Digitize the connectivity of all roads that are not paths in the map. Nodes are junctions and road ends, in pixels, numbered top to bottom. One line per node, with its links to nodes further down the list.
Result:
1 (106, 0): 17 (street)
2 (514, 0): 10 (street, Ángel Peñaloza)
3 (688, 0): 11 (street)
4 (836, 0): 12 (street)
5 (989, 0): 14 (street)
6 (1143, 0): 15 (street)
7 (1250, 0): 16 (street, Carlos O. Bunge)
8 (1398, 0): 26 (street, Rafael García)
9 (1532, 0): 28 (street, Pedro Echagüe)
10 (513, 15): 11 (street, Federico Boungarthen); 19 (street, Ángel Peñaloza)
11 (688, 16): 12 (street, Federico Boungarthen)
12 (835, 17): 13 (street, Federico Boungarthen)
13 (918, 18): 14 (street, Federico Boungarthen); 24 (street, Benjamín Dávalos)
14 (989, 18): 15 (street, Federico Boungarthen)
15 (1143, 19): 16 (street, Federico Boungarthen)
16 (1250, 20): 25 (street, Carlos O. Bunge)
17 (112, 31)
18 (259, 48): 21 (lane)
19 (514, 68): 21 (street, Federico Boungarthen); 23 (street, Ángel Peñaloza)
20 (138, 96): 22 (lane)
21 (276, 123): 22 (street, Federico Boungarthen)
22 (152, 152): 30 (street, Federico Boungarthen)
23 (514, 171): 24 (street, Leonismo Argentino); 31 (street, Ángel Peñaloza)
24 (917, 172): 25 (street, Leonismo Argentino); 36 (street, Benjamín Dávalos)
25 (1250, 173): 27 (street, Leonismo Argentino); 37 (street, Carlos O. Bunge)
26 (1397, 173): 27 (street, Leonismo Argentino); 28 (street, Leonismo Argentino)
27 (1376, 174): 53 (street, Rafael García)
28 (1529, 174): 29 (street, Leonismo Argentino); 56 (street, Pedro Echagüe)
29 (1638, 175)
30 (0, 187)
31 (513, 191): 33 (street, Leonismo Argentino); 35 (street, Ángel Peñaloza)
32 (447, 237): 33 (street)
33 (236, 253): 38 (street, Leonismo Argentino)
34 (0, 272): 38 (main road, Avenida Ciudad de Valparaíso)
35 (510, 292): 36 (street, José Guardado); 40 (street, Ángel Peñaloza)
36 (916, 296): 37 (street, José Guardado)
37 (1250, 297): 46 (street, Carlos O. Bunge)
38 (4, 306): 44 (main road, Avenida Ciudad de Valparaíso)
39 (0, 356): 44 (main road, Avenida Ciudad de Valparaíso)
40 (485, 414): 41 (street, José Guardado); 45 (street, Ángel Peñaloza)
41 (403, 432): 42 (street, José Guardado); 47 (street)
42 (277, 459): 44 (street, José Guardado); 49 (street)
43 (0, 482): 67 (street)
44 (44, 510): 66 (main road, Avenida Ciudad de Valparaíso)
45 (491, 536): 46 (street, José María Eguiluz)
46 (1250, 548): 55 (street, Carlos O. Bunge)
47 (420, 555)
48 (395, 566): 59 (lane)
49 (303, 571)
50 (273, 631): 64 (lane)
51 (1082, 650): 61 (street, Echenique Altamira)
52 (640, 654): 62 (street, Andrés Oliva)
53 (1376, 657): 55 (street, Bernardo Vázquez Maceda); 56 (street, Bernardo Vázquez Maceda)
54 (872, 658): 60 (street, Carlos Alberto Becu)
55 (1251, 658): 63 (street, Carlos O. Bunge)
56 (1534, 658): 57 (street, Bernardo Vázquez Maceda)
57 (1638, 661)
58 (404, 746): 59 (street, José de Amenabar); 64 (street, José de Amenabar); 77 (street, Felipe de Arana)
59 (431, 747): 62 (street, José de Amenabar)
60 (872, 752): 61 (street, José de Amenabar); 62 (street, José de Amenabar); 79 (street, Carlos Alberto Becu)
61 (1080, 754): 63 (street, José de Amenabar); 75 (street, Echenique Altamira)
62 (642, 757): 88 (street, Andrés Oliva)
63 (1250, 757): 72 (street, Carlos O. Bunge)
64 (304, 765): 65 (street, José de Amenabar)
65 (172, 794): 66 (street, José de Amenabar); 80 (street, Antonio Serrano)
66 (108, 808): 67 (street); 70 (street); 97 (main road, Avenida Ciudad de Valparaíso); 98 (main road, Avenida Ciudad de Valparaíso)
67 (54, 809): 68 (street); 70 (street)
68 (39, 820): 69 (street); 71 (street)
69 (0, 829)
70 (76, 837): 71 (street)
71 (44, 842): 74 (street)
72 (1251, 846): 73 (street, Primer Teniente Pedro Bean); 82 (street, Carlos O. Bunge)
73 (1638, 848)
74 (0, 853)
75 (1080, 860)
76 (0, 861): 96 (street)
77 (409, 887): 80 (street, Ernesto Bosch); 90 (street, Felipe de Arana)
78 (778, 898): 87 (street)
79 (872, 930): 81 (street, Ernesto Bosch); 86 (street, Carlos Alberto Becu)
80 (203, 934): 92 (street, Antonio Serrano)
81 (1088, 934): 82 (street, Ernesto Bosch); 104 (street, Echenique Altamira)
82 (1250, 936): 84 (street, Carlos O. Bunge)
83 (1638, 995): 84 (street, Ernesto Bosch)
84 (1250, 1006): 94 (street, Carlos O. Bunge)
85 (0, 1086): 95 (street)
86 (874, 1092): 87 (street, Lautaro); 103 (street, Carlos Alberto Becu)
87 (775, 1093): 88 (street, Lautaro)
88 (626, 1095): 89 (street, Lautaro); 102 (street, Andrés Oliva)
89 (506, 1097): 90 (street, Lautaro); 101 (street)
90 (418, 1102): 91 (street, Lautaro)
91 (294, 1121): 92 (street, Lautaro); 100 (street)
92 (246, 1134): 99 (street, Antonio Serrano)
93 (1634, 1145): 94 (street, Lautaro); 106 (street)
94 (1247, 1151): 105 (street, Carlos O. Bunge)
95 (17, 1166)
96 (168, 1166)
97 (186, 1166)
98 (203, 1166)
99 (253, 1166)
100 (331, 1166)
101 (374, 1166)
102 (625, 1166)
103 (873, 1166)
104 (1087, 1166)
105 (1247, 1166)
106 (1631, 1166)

» **TASK GOAL**: Look back at the records above. Repeat all of them exactly.

» **ANSWER TO THIS PROBLEM**:
Digitize the connectivity of all roads that are not paths in the map. Nodes are junctions and road ends, in pixels, numbered top to bottom. One line per node, with its links to nodes further down the list.
Result:
1 (106, 0): 17 (street)
2 (514, 0): 10 (street, Ángel Peñaloza)
3 (688, 0): 11 (street)
4 (836, 0): 12 (street)
5 (989, 0): 14 (street)
6 (1143, 0): 15 (street)
7 (1250, 0): 16 (street, Carlos O. Bunge)
8 (1398, 0): 26 (street, Rafael García)
9 (1532, 0): 28 (street, Pedro Echagüe)
10 (513, 15): 11 (street, Federico Boungarthen); 19 (street, Ángel Peñaloza)
11 (688, 16): 12 (street, Federico Boungarthen)
12 (835, 17): 13 (street, Federico Boungarthen)
13 (918, 18): 14 (street, Federico Boungarthen); 24 (street, Benjamín Dávalos)
14 (989, 18): 15 (street, Federico Boungarthen)
15 (1143, 19): 16 (street, Federico Boungarthen)
16 (1250, 20): 25 (street, Carlos O. Bunge)
17 (112, 31)
18 (259, 48): 21 (lane)
19 (514, 68): 21 (street, Federico Boungarthen); 23 (street, Ángel Peñaloza)
20 (138, 96): 22 (lane)
21 (276, 123): 22 (street, Federico Boungarthen)
22 (152, 152): 30 (street, Federico Boungarthen)
23 (514, 171): 24 (street, Leonismo Argentino); 31 (street, Ángel Peñaloza)
24 (917, 172): 25 (street, Leonismo Argentino); 36 (street, Benjamín Dávalos)
25 (1250, 173): 27 (street, Leonismo Argentino); 37 (street, Carlos O. Bunge)
26 (1397, 173): 27 (street, Leonismo Argentino); 28 (street, Leonismo Argentino)
27 (1376, 174): 53 (street, Rafael García)
28 (1529, 174): 29 (street, Leonismo Argentino); 56 (street, Pedro Echagüe)
29 (1638, 175)
30 (0, 187)
31 (513, 191): 33 (street, Leonismo Argentino); 35 (street, Ángel Peñaloza)
32 (447, 237): 33 (street)
33 (236, 253): 38 (street, Leonismo Argentino)
34 (0, 272): 38 (main road, Avenida Ciudad de Valparaíso)
35 (510, 292): 36 (street, José Guardado); 40 (street, Ángel Peñaloza)
36 (916, 296): 37 (street, José Guardado)
37 (1250, 297): 46 (street, Carlos O. Bunge)
38 (4, 306): 44 (main road, Avenida Ciudad de Valparaíso)
39 (0, 356): 44 (main road, Avenida Ciudad de Valparaíso)
40 (485, 414): 41 (street, José Guardado); 45 (street, Ángel Peñaloza)
41 (403, 432): 42 (street, José Guardado); 47 (street)
42 (277, 459): 44 (street, José Guardado); 49 (street)
43 (0, 482): 67 (street)
44 (44, 510): 66 (main road, Avenida Ciudad de Valparaíso)
45 (491, 536): 46 (street, José María Eguiluz)
46 (1250, 548): 55 (street, Carlos O. Bunge)
47 (420, 555)
48 (395, 566): 59 (lane)
49 (303, 571)
50 (273, 631): 64 (lane)
51 (1082, 650): 61 (street, Echenique Altamira)
52 (640, 654): 62 (street, Andrés Oliva)
53 (1376, 657): 55 (street, Bernardo Vázquez Maceda); 56 (street, Bernardo Vázquez Maceda)
54 (872, 658): 60 (street, Carlos Alberto Becu)
55 (1251, 658): 63 (street, Carlos O. Bunge)
56 (1534, 658): 57 (street, Bernardo Vázquez Maceda)
57 (1638, 661)
58 (404, 746): 59 (street, José de Amenabar); 64 (street, José de Amenabar); 77 (street, Felipe de Arana)
59 (431, 747): 62 (street, José de Amenabar)
60 (872, 752): 61 (street, José de Amenabar); 62 (street, José de Amenabar); 79 (street, Carlos Alberto Becu)
61 (1080, 754): 63 (street, José de Amenabar); 75 (street, Echenique Altamira)
62 (642, 757): 88 (street, Andrés Oliva)
63 (1250, 757): 72 (street, Carlos O. Bunge)
64 (304, 765): 65 (street, José de Amenabar)
65 (172, 794): 66 (street, José de Amenabar); 80 (street, Antonio Serrano)
66 (108, 808): 67 (street); 70 (street); 97 (main road, Avenida Ciudad de Valparaíso); 98 (main road, Avenida Ciudad de Valparaíso)
67 (54, 809): 68 (street); 70 (street)
68 (39, 820): 69 (street); 71 (street)
69 (0, 829)
70 (76, 837): 71 (street)
71 (44, 842): 74 (street)
72 (1251, 846): 73 (street, Primer Teniente Pedro Bean); 82 (street, Carlos O. Bunge)
73 (1638, 848)
74 (0, 853)
75 (1080, 860)
76 (0, 861): 96 (street)
77 (409, 887): 80 (street, Ernesto Bosch); 90 (street, Felipe de Arana)
78 (778, 898): 87 (street)
79 (872, 930): 81 (street, Ernesto Bosch); 86 (street, Carlos Alberto Becu)
80 (203, 934): 92 (street, Antonio Serrano)
81 (1088, 934): 82 (street, Ernesto Bosch); 104 (street, Echenique Altamira)
82 (1250, 936): 84 (street, Carlos O. Bunge)
83 (1638, 995): 84 (street, Ernesto Bosch)
84 (1250, 1006): 94 (street, Carlos O. Bunge)
85 (0, 1086): 95 (street)
86 (874, 1092): 87 (street, Lautaro); 103 (street, Carlos Alberto Becu)
87 (775, 1093): 88 (street, Lautaro)
88 (626, 1095): 89 (street, Lautaro); 102 (street, Andrés Oliva)
89 (506, 1097): 90 (street, Lautaro); 101 (street)
90 (418, 1102): 91 (street, Lautaro)
91 (294, 1121): 92 (street, Lautaro); 100 (street)
92 (246, 1134): 99 (street, Antonio Serrano)
93 (1634, 1145): 94 (street, Lautaro); 106 (street)
94 (1247, 1151): 105 (street, Carlos O. Bunge)
95 (17, 1166)
96 (168, 1166)
97 (186, 1166)
98 (203, 1166)
99 (253, 1166)
100 (331, 1166)
101 (374, 1166)
102 (625, 1166)
103 (873, 1166)
104 (1087, 1166)
105 (1247, 1166)
106 (1631, 1166)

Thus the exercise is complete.